Here are five ways to shake up your routine and have more meaningful, enlightened planner conversations that get attention and increase venue revenue.

1. Reconsider Your Comp Set

Identifying new target accounts starts with expanding your view of the competition. Who are your comp set properties? Are you bound to your STR comp set? If so, you may be unnecessarily limiting your property. Instead, consider multi-faceted data and look beyond your STR report.

To do this, reassess your chain scale competitors. Many new and renovated hotels look and feel more upscale than their official STR category. Most hotels entering the market today are upper midscale and upscale but could easily compete with upper-upscale hotels.

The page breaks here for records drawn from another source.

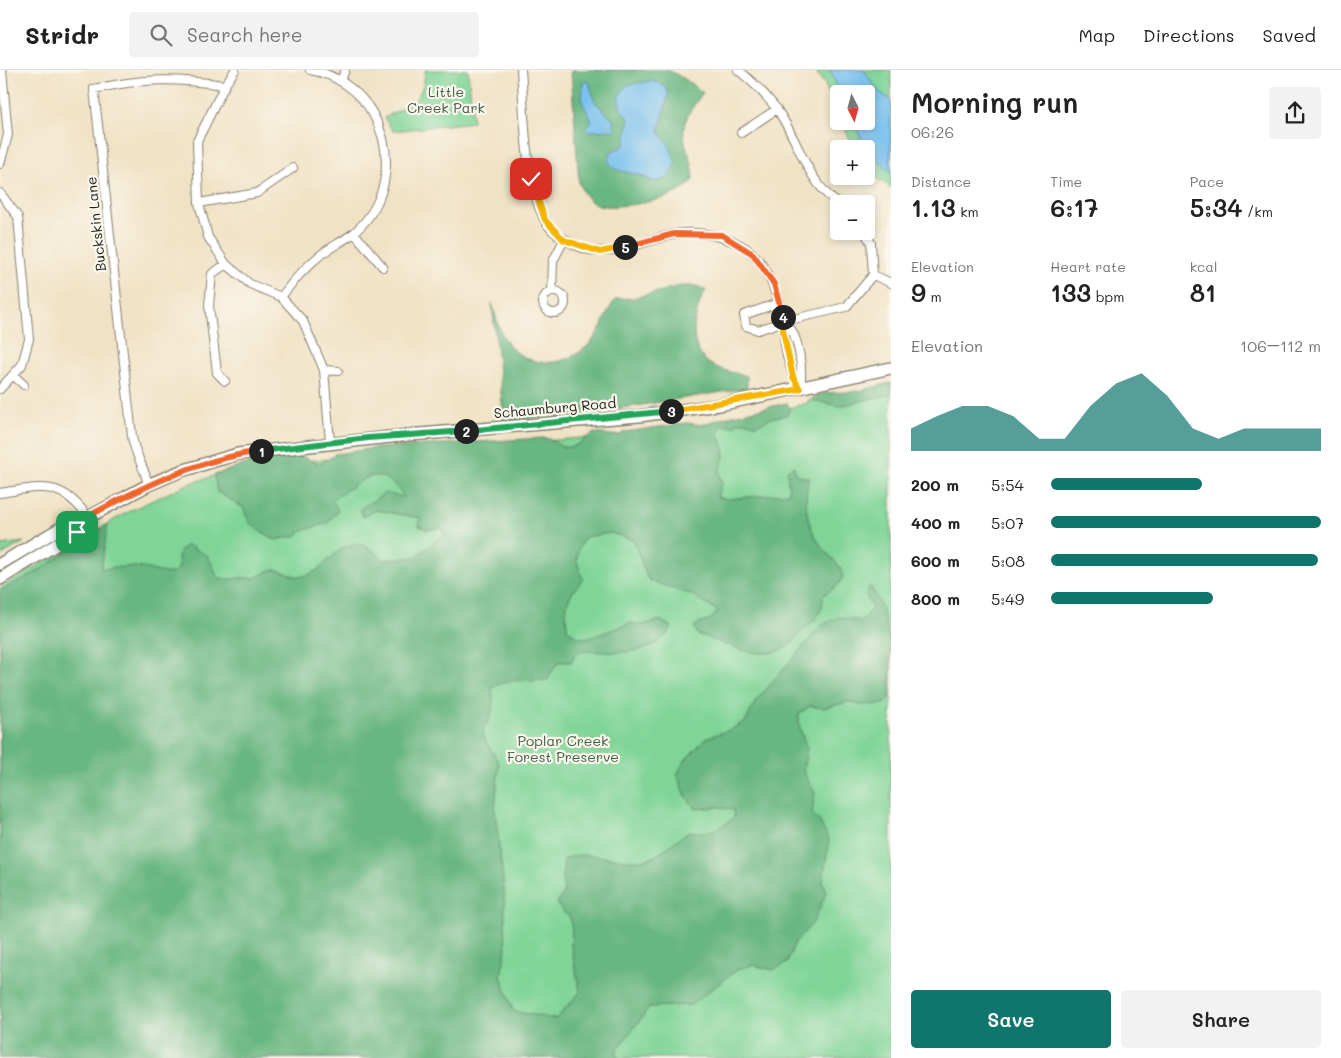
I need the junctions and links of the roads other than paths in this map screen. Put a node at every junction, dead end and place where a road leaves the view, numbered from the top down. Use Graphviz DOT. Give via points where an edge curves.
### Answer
graph roads {
  1 [pos="2,70"];
  2 [pos="235,70"];
  3 [pos="310,70"];
  4 [pos="345,70"];
  5 [pos="521,70"];
  6 [pos="738,70"];
  7 [pos="341,81"];
  8 [pos="225,85"];
  9 [pos="2,91"];
  10 [pos="776,109"];
  11 [pos="741,132"];
  12 [pos="0,164"];
  13 [pos="293,168"];
  14 [pos="0,193"];
  15 [pos="831,195"];
  16 [pos="199,203"];
  17 [pos="354,233"];
  18 [pos="564,240"];
  19 [pos="869,240"];
  20 [pos="226,264"];
  21 [pos="383,267"];
  22 [pos="874,275"];
  23 [pos="891,284"];
  24 [pos="552,291"];
  25 [pos="281,297"];
  26 [pos="778,303"];
  27 [pos="785,321"];
  28 [pos="891,368"];
  29 [pos="324,370"];
  30 [pos="338,371"];
  31 [pos="14,376"];
  32 [pos="226,381"];
  33 [pos="24,385"];
  34 [pos="800,389"];
  35 [pos="0,390"];
  36 [pos="330,442"];
  37 [pos="148,485"];
  38 [pos="0,493"];
  39 [pos="83,520"];
  40 [pos="0,564"];
  41 [pos="0,579"];
  1 -- 9 [label="street"];
  2 -- 8 [label="street"];
  3 -- 7 [label="street"];
  4 -- 7 [label="street"];
  5 -- 18 [label="street" via="531,179 545,220"];
  6 -- 10 [label="street"];
  7 -- 17 [label="street" via="368,105 382,132 387,155 386,176 377,203"];
  8 -- 16 [label="street" via="197,141"];
  8 -- 37 [label="street, Buckskin Lane" via="182,79 133,81 94,89 132,436 138,458 146,470"];
  9 -- 12 [label="street" via="8,135"];
  10 -- 11 [label="street"];
  10 -- 15 [label="street" via="812,175"];
  13 -- 16 [label="street" via="257,193"];
  14 -- 31 [label="street" via="18,218 28,321 28,351"];
  16 -- 20 [label="street" via="208,237"];
  17 -- 21 [label="street"];
  17 -- 25 [label="street" via="313,262"];
  18 -- 24 [label="street" via="552,261"];
  18 -- 26 [label="street" via="600,252 674,234 722,235 753,254 774,284"];
  19 -- 22 [label="street"];
  20 -- 25 [label="street" via="250,284"];
  20 -- 32 [label="street" via="212,274 209,305 217,373"];
  22 -- 23 [label="street"];
  22 -- 27 [label="street" via="846,307"];
  25 -- 29 [label="street" via="302,321"];
  26 -- 27 [label="street"];
  26 -- 27 [label="street" via="744,316 746,326 758,330"];
  27 -- 34 [label="street" via="783,331 793,377"];
  28 -- 34 [label="main road, Schaumburg Road"];
  29 -- 30 [label="street"];
  29 -- 36 [label="street"];
  31 -- 33 [label="street"];
  31 -- 35 [label="street"];
  34 -- 36 [label="main road, Schaumburg Road" via="639,416"];
  36 -- 37 [label="main road, Schaumburg Road" via="238,454"];
  37 -- 39 [label="main road, Schaumburg Road"];
  38 -- 39 [label="street" via="56,489 74,499"];
  39 -- 40 [label="main road" via="69,523"];
  39 -- 41 [label="main road" via="77,532"];
}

This is why you must rethink your comp set using competitive data. A local comp set is great for benchmarking, but you may be missing critical information if you only look at one data set, especially when selling to meeting planners. Differentiate between which hotels are comparable and which are actually competitive.

2. Be Proactive

Event planners are busy. They don’t have time to seek out individual properties, so ensure you get on their radar. And if you wait for them to decide on a destination, you could miss out on increasing venue revenue. Instead, reach out to planners to position your property as a wise choice.

Being proactive is especially important if you are located in a secondary market. Data shows that 53% of meeting planners consider moving meetings to secondary markets to reduce cost, which is well above respondents who choose a lower chain scale venue within the same market. This means you can reach out to businesses in primary markets and position your market as a competitive choice.

In addition to targeting different markets, look into groups going to larger hotels. According to our 2024 State of the Meetings Industry Study, almost 50% of US meetings had 100 attendees or less in 2023. This is an optimistic statistic because it means that even boutique hotels can drive revenue at their event venue.